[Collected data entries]

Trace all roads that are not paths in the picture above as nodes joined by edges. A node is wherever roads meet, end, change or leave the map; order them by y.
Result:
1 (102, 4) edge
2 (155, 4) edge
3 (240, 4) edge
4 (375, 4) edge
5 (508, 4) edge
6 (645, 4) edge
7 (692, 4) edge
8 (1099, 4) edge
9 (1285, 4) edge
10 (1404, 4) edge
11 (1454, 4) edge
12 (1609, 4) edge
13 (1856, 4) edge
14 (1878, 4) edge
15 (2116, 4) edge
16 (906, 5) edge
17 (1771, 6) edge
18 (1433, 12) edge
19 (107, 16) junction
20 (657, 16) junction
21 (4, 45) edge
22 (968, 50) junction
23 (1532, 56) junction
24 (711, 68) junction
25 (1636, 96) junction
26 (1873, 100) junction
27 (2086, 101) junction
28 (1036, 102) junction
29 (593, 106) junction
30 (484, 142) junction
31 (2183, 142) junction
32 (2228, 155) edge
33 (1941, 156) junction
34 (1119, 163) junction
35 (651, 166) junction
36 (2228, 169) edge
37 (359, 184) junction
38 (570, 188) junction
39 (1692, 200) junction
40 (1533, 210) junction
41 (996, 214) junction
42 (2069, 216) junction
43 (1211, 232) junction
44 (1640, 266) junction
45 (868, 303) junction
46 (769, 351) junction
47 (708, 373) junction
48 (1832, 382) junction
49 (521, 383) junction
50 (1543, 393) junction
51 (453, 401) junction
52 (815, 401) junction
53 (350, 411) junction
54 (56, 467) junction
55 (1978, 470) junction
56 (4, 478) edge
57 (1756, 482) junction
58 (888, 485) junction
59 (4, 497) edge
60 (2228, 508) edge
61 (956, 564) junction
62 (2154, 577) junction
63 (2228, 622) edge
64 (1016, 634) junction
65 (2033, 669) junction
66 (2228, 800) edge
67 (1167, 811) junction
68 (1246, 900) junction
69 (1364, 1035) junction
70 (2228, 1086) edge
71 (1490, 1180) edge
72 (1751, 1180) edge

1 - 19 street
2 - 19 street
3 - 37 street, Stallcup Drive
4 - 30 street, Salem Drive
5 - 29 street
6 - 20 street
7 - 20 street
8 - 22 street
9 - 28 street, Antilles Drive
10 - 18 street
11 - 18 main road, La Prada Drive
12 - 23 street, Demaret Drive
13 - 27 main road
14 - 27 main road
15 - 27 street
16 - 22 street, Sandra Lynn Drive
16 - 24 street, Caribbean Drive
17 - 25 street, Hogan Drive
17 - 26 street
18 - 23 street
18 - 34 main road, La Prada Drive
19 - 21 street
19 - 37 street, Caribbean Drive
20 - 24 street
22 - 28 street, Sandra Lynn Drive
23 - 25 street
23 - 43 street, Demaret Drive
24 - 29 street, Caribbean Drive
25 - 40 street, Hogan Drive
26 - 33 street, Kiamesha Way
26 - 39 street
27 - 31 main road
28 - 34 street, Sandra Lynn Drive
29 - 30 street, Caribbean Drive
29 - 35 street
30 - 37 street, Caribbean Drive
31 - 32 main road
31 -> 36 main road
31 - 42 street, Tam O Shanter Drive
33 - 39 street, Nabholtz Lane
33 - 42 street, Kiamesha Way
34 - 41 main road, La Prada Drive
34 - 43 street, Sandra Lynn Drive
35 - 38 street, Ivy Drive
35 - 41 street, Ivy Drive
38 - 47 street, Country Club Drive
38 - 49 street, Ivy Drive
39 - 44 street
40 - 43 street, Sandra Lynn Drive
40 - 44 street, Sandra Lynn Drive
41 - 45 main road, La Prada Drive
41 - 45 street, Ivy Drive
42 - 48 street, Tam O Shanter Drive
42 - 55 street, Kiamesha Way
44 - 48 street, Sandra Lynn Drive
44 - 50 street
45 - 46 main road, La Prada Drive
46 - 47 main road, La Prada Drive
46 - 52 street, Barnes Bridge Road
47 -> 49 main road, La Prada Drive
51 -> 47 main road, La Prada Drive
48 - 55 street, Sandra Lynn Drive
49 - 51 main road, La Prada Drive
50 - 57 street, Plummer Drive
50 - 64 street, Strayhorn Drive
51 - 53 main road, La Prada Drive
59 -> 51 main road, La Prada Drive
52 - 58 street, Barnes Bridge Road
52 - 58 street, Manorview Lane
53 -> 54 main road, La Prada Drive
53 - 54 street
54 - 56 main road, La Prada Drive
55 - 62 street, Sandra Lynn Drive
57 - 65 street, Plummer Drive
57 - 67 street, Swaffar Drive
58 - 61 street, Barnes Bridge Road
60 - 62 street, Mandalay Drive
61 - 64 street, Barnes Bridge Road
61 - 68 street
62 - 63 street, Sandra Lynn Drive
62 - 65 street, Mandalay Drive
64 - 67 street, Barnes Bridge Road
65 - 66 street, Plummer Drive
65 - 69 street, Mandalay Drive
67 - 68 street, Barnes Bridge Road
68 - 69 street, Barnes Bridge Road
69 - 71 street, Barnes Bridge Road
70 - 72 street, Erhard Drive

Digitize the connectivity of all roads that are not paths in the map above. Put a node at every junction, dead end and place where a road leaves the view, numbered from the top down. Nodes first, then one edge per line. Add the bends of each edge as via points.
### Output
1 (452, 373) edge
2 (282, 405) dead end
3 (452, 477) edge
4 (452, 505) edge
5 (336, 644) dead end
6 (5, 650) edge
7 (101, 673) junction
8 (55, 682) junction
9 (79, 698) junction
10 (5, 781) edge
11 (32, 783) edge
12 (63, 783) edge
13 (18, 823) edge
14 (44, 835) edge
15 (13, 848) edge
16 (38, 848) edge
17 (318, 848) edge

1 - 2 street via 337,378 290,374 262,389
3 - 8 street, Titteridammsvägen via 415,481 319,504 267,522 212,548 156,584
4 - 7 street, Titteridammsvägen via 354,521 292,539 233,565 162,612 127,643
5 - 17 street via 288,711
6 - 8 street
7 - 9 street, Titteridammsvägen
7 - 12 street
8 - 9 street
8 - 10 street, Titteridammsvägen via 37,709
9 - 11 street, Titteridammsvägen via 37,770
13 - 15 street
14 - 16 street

*Task statement*. Each line above with the word "Kiamesha" must be returned.

*Task output*.
26 - 33 street, Kiamesha Way
33 - 42 street, Kiamesha Way
42 - 55 street, Kiamesha Way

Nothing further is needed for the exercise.